- Leading figure: Antonio Matasso
- Founded: 21 May 2013
- Headquarters: Palermo
- Newspaper: Avanti! Sicilia
- Ideology: Democratic socialism Social democracy Sicilian autonomism Europeanism
- Political position: Centre-left
- National affiliation: Social Democracy

Website
- pssonline.it

= Sicilian Socialist Party =

The Sicilian Socialist Party (Partito Socialista Siciliano, Partitu Sucialista Sicilianu, PSS) is a democratic socialist and autonomist political party in Sicily. The party was founded on 21 May 2013 and considers itself to be the re-foundation of the 1893 Sicilian federation of the emerging Italian Socialist Party (PSI), often referred to as the Sicilian Socialist Party, which was founded by the leaders of Fasci Siciliani popular movement during a congress in Palermo on 21–22 May 1893. The PSS re-emerged exactly after 120 years from the first congress of the Fasci and in the same place of the 1893 assembly (the historical see of the Fascio of Palermo at 97, via Alloro).

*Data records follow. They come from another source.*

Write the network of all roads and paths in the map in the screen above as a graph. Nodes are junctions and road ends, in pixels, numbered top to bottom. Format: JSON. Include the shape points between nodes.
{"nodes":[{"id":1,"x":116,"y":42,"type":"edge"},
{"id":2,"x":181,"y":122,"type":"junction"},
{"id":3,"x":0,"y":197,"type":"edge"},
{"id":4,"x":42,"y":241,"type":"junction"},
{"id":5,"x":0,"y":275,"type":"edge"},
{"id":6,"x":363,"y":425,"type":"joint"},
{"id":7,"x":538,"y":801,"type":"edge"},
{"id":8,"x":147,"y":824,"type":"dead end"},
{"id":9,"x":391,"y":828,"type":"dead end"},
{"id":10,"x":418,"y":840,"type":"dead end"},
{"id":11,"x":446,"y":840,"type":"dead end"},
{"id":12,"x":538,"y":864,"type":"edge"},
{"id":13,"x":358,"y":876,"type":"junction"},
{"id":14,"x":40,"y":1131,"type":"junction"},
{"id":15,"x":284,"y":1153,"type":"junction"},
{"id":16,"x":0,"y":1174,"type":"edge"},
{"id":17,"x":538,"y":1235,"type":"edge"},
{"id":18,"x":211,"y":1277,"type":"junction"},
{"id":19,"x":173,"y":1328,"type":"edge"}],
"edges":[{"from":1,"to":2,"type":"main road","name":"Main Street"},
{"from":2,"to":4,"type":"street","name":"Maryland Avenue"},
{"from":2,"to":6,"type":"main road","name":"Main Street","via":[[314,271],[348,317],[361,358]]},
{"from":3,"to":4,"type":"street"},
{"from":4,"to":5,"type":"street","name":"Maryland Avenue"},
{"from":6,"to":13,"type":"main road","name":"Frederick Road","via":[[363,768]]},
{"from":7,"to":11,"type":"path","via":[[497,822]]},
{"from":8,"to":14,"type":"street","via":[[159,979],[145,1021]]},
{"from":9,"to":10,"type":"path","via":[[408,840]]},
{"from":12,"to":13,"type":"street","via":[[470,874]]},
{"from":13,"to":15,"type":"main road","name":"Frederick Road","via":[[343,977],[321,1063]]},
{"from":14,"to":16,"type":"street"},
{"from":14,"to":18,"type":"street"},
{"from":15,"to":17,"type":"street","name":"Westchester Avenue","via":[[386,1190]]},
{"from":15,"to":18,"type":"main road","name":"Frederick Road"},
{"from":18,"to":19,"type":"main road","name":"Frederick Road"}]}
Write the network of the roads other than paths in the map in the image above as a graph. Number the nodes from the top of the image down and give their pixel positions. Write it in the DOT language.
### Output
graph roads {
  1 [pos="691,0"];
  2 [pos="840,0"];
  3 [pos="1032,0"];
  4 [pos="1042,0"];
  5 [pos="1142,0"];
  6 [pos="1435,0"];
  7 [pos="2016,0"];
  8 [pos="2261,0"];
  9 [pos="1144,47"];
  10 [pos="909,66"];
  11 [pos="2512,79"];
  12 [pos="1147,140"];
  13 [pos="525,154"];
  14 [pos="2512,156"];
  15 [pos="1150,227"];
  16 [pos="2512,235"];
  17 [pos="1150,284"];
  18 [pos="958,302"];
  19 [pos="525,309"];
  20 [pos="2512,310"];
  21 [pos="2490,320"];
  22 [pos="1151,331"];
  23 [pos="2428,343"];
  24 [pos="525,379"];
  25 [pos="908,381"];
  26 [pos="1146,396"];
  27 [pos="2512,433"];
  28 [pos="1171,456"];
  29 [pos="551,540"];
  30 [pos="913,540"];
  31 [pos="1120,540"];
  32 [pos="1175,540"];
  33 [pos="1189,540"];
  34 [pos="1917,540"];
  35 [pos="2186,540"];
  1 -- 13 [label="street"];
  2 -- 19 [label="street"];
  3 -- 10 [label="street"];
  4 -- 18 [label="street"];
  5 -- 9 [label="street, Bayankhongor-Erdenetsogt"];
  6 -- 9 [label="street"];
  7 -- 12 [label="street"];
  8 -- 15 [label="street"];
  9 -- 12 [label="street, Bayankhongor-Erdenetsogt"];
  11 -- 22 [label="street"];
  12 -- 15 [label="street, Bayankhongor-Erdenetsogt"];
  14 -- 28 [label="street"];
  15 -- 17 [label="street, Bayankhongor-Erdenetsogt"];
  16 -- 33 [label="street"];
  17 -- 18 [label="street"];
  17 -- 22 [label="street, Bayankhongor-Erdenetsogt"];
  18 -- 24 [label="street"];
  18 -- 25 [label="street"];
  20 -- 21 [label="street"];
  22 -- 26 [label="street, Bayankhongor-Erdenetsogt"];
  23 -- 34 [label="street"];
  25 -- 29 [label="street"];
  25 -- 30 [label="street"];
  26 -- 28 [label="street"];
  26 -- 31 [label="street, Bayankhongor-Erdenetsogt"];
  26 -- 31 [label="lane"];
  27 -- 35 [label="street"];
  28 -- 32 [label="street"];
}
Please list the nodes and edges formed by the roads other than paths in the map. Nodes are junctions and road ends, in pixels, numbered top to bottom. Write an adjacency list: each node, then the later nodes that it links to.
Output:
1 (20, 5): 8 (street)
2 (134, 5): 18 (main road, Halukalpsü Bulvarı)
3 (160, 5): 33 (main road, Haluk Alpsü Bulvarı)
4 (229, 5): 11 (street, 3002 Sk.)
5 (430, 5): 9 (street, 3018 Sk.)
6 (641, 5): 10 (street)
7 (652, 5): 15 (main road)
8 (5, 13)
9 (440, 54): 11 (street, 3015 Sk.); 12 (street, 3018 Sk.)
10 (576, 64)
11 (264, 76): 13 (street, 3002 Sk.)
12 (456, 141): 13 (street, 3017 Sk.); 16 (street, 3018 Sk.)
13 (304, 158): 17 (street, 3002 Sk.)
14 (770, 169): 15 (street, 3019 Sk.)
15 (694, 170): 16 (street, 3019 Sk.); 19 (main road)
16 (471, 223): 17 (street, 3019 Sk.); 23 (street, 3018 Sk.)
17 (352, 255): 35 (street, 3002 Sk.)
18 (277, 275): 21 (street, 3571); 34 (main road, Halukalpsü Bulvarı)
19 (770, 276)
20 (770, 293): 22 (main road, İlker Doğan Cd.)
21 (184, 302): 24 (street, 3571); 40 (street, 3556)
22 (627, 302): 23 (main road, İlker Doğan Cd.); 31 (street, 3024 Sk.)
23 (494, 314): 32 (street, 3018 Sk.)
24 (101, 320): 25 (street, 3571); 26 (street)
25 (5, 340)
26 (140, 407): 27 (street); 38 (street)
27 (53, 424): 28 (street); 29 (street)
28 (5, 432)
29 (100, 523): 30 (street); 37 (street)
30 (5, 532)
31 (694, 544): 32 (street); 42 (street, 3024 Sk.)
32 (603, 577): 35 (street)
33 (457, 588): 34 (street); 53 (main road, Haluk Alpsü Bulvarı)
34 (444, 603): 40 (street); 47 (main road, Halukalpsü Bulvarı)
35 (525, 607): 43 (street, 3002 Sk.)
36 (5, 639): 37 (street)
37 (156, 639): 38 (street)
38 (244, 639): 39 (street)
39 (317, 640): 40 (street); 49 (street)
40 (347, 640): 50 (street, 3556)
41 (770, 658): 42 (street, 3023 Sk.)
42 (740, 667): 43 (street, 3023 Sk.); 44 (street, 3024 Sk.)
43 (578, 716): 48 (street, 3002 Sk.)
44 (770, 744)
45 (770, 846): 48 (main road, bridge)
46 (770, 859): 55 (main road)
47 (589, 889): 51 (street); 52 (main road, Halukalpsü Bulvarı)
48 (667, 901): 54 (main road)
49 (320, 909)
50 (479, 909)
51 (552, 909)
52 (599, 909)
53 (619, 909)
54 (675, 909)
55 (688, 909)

The party adheres to the ideas of democratic socialism and of Sicilianism, without any isolationist view, but maintaining itself faithful to internationalism and europeanism. The party seeks the full application of Sicilian special statute and supports the unification of the Sicilian left-wing in a democratic socialist perspective. The members of the party come from the Sicilian sections of the Italian Socialist Party, the Italian Socialist Democratic Party and the Italian Socialist Party of Proletarian Unity.

In 2022, the Sicilian Socialist Party signed a federative pact with the Social Democracy, with the leader Antonio Matasso becoming regional secretary of the new national democratic socialist party.